▶ [What needs to be done] Copy out all the entries shown below, exactly as they appear.

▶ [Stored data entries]
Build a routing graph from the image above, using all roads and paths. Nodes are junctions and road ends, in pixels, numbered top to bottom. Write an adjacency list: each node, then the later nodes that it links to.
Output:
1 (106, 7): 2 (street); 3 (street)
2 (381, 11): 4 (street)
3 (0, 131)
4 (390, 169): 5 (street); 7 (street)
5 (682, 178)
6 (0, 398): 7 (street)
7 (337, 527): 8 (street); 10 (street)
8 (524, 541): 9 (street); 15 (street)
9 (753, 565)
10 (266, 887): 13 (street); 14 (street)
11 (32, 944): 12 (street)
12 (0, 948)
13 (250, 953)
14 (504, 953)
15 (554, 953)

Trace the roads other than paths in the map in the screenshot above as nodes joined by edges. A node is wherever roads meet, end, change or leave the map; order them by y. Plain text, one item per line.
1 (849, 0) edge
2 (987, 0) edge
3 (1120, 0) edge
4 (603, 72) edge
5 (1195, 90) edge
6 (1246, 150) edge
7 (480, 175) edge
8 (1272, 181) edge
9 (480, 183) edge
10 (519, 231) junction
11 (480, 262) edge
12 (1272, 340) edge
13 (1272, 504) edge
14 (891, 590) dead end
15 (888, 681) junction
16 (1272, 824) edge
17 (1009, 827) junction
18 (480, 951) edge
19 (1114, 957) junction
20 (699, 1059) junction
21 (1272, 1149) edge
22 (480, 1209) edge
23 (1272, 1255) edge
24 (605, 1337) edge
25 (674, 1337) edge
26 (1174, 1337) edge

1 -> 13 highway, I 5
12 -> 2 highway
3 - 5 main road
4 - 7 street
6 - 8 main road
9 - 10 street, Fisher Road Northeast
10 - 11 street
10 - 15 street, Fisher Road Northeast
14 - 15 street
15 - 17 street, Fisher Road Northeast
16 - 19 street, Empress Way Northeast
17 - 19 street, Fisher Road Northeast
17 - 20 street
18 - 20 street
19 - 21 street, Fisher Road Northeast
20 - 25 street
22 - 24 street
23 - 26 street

▶ [Completed task]
Build a routing graph from the image above, using all roads and paths. Nodes are junctions and road ends, in pixels, numbered top to bottom. Write an adjacency list: each node, then the later nodes that it links to.
Output:
1 (106, 7): 2 (street); 3 (street)
2 (381, 11): 4 (street)
3 (0, 131)
4 (390, 169): 5 (street); 7 (street)
5 (682, 178)
6 (0, 398): 7 (street)
7 (337, 527): 8 (street); 10 (street)
8 (524, 541): 9 (street); 15 (street)
9 (753, 565)
10 (266, 887): 13 (street); 14 (street)
11 (32, 944): 12 (street)
12 (0, 948)
13 (250, 953)
14 (504, 953)
15 (554, 953)

Trace the roads other than paths in the map in the screenshot above as nodes joined by edges. A node is wherever roads meet, end, change or leave the map; order them by y. Plain text, one item per line.
1 (849, 0) edge
2 (987, 0) edge
3 (1120, 0) edge
4 (603, 72) edge
5 (1195, 90) edge
6 (1246, 150) edge
7 (480, 175) edge
8 (1272, 181) edge
9 (480, 183) edge
10 (519, 231) junction
11 (480, 262) edge
12 (1272, 340) edge
13 (1272, 504) edge
14 (891, 590) dead end
15 (888, 681) junction
16 (1272, 824) edge
17 (1009, 827) junction
18 (480, 951) edge
19 (1114, 957) junction
20 (699, 1059) junction
21 (1272, 1149) edge
22 (480, 1209) edge
23 (1272, 1255) edge
24 (605, 1337) edge
25 (674, 1337) edge
26 (1174, 1337) edge

1 -> 13 highway, I 5
12 -> 2 highway
3 - 5 main road
4 - 7 street
6 - 8 main road
9 - 10 street, Fisher Road Northeast
10 - 11 street
10 - 15 street, Fisher Road Northeast
14 - 15 street
15 - 17 street, Fisher Road Northeast
16 - 19 street, Empress Way Northeast
17 - 19 street, Fisher Road Northeast
17 - 20 street
18 - 20 street
19 - 21 street, Fisher Road Northeast
20 - 25 street
22 - 24 street
23 - 26 street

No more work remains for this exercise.